All the stuff you've said suggests that my suggested mechanism is probably the one at work. The thing to figure out is why the ISP device is sending pause frames. Can you configure that ISP device at all and turn off ethernet flow control?
put it in place of your previous unmanaged switch. This switch is suitable for use on the WAN side of your router because you can place its management interface on a different VLAN and it will respect that VLAN setting. The other candidate, a tp-link sg108e has an intentional flaw that it listens on any untagged packets on any port.
I think that the frames are being generated and sent from my router and not ISP. Remember the test with the 10/100 switch in front.

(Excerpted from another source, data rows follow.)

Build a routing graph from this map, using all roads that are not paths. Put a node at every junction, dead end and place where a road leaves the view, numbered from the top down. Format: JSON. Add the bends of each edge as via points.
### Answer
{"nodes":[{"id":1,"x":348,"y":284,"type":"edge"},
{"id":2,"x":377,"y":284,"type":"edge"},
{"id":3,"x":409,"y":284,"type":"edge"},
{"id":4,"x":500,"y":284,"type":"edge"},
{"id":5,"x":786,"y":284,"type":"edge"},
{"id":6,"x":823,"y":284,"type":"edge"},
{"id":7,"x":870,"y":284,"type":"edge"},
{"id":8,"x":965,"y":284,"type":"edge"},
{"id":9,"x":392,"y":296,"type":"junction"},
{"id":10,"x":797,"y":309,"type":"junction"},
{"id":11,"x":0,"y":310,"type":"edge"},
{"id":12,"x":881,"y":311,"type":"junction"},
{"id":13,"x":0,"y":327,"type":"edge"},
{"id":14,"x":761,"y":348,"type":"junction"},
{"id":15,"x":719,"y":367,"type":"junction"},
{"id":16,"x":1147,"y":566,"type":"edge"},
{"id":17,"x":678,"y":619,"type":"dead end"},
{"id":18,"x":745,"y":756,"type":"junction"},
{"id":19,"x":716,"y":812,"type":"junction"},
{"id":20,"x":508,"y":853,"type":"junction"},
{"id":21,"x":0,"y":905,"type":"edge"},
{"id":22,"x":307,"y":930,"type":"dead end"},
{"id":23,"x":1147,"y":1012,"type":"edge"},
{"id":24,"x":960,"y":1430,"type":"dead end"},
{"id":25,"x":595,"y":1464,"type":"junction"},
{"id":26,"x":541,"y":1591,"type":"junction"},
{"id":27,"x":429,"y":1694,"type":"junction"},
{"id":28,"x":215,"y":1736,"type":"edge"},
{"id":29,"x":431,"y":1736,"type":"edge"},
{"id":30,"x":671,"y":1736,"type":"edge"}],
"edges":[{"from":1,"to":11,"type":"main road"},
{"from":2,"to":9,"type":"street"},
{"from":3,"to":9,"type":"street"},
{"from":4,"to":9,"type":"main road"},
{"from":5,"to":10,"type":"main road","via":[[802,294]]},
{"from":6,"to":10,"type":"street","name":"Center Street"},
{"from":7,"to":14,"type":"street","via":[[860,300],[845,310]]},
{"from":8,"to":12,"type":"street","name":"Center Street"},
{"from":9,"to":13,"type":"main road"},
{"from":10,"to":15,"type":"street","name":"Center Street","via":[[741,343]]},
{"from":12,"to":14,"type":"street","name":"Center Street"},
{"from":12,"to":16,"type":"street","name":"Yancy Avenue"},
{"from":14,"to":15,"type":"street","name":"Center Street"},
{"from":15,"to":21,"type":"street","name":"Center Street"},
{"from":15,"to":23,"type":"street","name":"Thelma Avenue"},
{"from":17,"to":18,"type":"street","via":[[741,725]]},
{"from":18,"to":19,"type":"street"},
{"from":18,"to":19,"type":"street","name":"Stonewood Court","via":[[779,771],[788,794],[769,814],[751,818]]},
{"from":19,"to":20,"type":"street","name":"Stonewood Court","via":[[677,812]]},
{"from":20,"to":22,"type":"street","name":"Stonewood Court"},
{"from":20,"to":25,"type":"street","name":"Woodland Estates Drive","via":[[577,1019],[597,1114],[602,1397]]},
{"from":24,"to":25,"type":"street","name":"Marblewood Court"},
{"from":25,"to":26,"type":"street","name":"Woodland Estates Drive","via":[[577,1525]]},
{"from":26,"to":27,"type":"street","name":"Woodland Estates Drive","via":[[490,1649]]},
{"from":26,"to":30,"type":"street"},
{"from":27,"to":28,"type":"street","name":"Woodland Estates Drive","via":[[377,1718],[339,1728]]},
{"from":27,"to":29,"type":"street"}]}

I was able to see the pause frames with all but my laptop and the router disconnected. Unless it somehow loops itself I still think that the router is generating the packets.
I have no access to ISP device and can not configure it.
Regarding the switch, I will probably take one Juniper from the office, just for the test and see what happens.
I am not sure what you mean, but if I am not mistaken I think that they use Huawei on the other side of the connection.
After all, nothing explains why I have no such issues when I use my current router, which I am trying to replace.
We can assume faulty 10/100 switch, bad bahvior on ISP side and so on, but they all disappear when I place my current TL-wdr3600 v1.1, running dd-wrt with kernel 3.10.37. It just works.
The mechanism of the 10/100 switch flooding, and also the OpenWrt flooding causes the flood-loop which locks up your network.
If you have only one device, you don't get that flood loop. So yes, the OpenWrt is non-compliant and flooding the packets (maybe, did you see them on the LAN of your OpenWrt?) but without that second switch in place you don't get the continuous flood-loop.
Who is generating them? I still think it's the ISP. Without the second switch in place, the OpenWrt may flood them, but it doesn't loop back and therefore there's no infinite pause.